Conventional building materials can have a big impact on global warming: concrete alone accounts for 5% of global CO2 emissions. Our project established the properties of green building products based on bamboo - a fast growing, renewable material which has not been utilised to its full potential in modern construction.

These products are comparable to timber-based materials such as glulam, plywood and oriented strand board - but the structural strength, and thermal properties such as conductivity, capacitance and moisture permeability of bamboo equivalents had not been thoroughly investigated.
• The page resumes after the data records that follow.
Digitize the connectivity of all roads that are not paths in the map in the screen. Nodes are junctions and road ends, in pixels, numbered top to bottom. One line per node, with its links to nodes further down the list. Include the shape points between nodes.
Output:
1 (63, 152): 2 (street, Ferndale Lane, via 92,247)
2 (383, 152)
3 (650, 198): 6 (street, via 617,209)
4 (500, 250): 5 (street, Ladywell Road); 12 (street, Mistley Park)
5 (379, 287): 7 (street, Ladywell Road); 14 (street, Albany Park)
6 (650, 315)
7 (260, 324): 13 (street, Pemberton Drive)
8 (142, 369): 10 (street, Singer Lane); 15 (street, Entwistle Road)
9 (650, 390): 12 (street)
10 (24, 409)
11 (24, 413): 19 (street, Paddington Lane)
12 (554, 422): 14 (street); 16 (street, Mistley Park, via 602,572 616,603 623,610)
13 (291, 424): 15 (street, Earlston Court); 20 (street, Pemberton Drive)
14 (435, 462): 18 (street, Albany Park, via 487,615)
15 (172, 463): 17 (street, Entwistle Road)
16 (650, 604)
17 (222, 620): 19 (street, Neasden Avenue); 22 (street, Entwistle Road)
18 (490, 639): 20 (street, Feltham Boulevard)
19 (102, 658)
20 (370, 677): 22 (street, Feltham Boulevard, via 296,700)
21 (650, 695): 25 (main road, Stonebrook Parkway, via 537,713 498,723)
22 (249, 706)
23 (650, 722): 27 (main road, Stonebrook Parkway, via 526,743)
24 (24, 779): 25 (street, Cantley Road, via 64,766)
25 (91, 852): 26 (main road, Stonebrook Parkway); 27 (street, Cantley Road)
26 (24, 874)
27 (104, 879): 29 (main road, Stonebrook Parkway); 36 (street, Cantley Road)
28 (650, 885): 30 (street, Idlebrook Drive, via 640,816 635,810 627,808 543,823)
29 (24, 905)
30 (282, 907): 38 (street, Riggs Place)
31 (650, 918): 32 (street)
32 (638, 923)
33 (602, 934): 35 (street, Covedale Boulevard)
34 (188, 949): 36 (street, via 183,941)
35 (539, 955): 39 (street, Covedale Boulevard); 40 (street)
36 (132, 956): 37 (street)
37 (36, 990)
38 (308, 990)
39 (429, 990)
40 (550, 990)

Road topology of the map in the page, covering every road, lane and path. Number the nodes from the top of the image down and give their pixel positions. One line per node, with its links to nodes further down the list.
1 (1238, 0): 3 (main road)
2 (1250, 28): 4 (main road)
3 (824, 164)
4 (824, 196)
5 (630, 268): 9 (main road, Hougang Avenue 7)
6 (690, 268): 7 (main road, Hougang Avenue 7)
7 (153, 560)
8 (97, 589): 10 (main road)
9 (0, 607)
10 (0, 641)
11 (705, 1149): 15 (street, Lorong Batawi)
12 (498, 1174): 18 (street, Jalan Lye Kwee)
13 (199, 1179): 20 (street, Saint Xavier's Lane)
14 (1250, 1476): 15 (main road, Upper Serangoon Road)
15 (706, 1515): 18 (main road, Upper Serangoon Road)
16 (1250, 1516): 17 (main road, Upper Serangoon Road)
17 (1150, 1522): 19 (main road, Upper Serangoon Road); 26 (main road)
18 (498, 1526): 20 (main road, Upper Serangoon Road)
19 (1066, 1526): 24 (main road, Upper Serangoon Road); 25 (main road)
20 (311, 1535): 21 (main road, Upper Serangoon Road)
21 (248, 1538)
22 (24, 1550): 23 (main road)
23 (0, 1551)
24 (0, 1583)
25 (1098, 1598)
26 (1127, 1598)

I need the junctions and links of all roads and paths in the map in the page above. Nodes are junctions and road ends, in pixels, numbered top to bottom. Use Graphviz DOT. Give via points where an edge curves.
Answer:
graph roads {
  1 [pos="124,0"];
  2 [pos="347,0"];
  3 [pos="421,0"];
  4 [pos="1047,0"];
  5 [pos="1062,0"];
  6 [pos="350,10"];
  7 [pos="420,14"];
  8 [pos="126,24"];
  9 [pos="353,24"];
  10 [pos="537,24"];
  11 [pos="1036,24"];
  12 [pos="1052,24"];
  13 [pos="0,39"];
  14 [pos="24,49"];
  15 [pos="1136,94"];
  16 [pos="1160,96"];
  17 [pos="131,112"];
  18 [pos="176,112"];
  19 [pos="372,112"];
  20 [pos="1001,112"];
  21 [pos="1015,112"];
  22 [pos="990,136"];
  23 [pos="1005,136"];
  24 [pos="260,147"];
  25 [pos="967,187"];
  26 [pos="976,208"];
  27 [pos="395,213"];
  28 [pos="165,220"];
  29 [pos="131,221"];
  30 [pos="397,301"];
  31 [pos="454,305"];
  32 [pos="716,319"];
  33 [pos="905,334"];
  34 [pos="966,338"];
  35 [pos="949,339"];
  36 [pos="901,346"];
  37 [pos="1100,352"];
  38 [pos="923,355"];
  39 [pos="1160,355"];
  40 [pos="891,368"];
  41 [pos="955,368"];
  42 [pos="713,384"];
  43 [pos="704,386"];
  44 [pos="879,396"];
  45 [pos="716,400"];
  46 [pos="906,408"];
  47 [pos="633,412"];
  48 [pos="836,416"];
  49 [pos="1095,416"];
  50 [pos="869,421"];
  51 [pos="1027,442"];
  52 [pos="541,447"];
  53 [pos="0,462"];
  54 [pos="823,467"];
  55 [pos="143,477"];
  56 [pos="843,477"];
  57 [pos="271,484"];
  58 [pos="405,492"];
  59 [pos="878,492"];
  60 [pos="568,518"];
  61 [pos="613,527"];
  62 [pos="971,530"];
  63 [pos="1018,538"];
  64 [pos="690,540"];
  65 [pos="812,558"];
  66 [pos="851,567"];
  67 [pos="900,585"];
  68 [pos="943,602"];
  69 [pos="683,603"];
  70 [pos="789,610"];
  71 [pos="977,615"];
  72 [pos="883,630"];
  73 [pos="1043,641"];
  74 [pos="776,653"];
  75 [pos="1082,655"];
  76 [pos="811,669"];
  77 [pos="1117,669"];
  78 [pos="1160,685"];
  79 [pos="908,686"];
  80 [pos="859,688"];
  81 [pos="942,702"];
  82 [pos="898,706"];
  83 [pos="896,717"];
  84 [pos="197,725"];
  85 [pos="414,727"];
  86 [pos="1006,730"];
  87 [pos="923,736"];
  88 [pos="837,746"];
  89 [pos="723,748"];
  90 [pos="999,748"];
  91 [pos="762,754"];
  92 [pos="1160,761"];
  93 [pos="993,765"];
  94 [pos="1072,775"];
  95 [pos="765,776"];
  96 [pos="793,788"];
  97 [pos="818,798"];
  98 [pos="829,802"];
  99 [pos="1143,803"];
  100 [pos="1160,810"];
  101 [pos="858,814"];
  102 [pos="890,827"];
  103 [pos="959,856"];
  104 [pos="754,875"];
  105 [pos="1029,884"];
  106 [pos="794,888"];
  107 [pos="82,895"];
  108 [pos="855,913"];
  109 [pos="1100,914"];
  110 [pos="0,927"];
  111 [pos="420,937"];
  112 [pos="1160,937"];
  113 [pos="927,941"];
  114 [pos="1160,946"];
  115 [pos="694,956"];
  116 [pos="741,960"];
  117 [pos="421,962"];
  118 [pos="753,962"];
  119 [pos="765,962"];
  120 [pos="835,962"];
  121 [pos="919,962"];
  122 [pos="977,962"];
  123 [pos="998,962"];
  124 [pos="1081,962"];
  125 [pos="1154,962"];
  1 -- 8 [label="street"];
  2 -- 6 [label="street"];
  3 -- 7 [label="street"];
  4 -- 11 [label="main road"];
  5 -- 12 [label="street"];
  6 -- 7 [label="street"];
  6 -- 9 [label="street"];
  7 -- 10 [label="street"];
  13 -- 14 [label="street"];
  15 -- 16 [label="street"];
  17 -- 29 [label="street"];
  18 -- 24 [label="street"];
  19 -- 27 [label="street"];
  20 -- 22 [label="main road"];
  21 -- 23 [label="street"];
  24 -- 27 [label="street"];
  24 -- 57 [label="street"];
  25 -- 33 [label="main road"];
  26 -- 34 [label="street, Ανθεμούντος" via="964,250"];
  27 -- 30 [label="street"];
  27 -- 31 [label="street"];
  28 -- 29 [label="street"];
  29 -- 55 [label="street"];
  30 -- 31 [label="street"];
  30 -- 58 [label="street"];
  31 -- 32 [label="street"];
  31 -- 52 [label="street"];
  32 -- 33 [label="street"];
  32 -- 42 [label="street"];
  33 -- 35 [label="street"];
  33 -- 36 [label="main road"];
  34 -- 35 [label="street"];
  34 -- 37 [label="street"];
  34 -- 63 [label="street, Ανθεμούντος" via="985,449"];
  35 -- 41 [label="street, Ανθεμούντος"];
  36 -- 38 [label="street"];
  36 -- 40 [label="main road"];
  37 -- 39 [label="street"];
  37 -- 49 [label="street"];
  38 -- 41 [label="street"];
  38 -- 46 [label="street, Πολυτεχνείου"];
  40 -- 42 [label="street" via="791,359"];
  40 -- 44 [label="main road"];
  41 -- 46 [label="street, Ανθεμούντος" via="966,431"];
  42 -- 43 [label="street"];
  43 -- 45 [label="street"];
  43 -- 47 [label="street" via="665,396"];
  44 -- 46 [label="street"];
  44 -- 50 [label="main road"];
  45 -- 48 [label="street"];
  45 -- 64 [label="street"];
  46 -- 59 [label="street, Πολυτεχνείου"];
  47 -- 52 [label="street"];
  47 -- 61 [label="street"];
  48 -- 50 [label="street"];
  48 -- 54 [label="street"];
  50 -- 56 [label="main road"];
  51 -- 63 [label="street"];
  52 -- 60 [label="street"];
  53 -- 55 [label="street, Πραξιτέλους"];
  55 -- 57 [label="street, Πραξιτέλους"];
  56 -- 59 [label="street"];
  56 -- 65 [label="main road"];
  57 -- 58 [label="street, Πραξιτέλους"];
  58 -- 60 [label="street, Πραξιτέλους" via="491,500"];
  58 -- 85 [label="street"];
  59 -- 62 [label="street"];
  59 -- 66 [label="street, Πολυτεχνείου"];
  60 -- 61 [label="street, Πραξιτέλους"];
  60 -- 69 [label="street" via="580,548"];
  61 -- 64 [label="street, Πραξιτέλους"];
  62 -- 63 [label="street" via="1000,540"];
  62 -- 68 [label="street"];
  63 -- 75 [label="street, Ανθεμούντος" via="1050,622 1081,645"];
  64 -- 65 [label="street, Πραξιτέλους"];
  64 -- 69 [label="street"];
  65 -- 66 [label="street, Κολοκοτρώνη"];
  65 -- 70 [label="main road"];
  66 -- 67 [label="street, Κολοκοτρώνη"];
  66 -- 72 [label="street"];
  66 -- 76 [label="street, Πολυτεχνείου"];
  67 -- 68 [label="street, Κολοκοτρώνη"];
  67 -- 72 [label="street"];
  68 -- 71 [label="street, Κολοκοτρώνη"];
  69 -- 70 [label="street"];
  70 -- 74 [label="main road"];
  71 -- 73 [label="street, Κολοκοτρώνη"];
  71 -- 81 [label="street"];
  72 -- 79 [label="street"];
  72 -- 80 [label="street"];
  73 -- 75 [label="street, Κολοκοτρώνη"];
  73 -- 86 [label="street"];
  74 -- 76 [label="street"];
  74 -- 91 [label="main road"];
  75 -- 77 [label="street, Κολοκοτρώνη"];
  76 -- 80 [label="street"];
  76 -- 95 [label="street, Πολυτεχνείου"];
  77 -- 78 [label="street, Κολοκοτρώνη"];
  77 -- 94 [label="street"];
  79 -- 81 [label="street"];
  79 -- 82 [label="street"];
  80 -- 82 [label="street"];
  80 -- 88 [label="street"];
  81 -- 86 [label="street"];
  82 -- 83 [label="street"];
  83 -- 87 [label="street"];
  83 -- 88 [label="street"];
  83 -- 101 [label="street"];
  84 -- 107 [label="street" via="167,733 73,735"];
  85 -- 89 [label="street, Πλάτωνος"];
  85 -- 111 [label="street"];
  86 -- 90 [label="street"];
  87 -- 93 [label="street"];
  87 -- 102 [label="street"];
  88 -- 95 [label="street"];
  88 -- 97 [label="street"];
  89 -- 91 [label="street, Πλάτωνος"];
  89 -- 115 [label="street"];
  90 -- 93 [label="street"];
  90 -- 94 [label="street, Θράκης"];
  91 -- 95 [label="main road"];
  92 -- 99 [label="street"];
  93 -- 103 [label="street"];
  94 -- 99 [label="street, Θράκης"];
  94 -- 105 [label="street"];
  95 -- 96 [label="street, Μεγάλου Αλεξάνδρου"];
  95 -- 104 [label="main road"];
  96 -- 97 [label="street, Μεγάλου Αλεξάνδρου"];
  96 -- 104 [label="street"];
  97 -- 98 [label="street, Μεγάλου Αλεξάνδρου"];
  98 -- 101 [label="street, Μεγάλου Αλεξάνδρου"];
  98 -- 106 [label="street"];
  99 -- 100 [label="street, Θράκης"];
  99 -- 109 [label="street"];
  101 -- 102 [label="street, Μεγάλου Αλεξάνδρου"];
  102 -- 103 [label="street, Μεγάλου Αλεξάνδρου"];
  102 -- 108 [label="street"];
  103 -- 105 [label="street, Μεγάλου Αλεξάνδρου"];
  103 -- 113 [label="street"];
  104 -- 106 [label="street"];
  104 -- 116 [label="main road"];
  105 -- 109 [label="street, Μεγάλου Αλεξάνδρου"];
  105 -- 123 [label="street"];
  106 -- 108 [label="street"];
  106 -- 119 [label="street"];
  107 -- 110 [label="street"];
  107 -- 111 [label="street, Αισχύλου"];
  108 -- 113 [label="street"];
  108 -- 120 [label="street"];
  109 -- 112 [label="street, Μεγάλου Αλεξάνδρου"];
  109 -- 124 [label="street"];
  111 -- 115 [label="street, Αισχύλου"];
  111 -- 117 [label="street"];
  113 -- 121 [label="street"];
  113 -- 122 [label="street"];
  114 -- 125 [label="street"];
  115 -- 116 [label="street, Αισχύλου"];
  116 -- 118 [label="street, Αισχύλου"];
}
In recognition of its international scope, the project was funded by the Research Councils of the G8 to support research by partner institutions in three member countries:

Massachusetts Institute of Technology (USA): microstructure and mechanical properties of raw bamboo culm material

University of British Columbia (Canada): methods for stranding bamboo culms, manufacture of bamboo composites with uniform, predictable and dependable strength and mechanical properties

CAR/Department of Architecture, University of Cambridge (UK): thermal behaviour and embodied energy; structural performance and jointing systems; development of construction codes of practice for structural bamboo composites

Additionally, we collaborated with researchers in countries such as China, Brazil and Colombia, where suitable bamboo species are grown for use in building applications.

The project successfully established the credentials of bamboo products and their suitability for a wide range of applications in construction. Based on our work, international building codes dealing explicitly with their structural properties are under development – which will open the door to the much wider use of these low-carbon materials.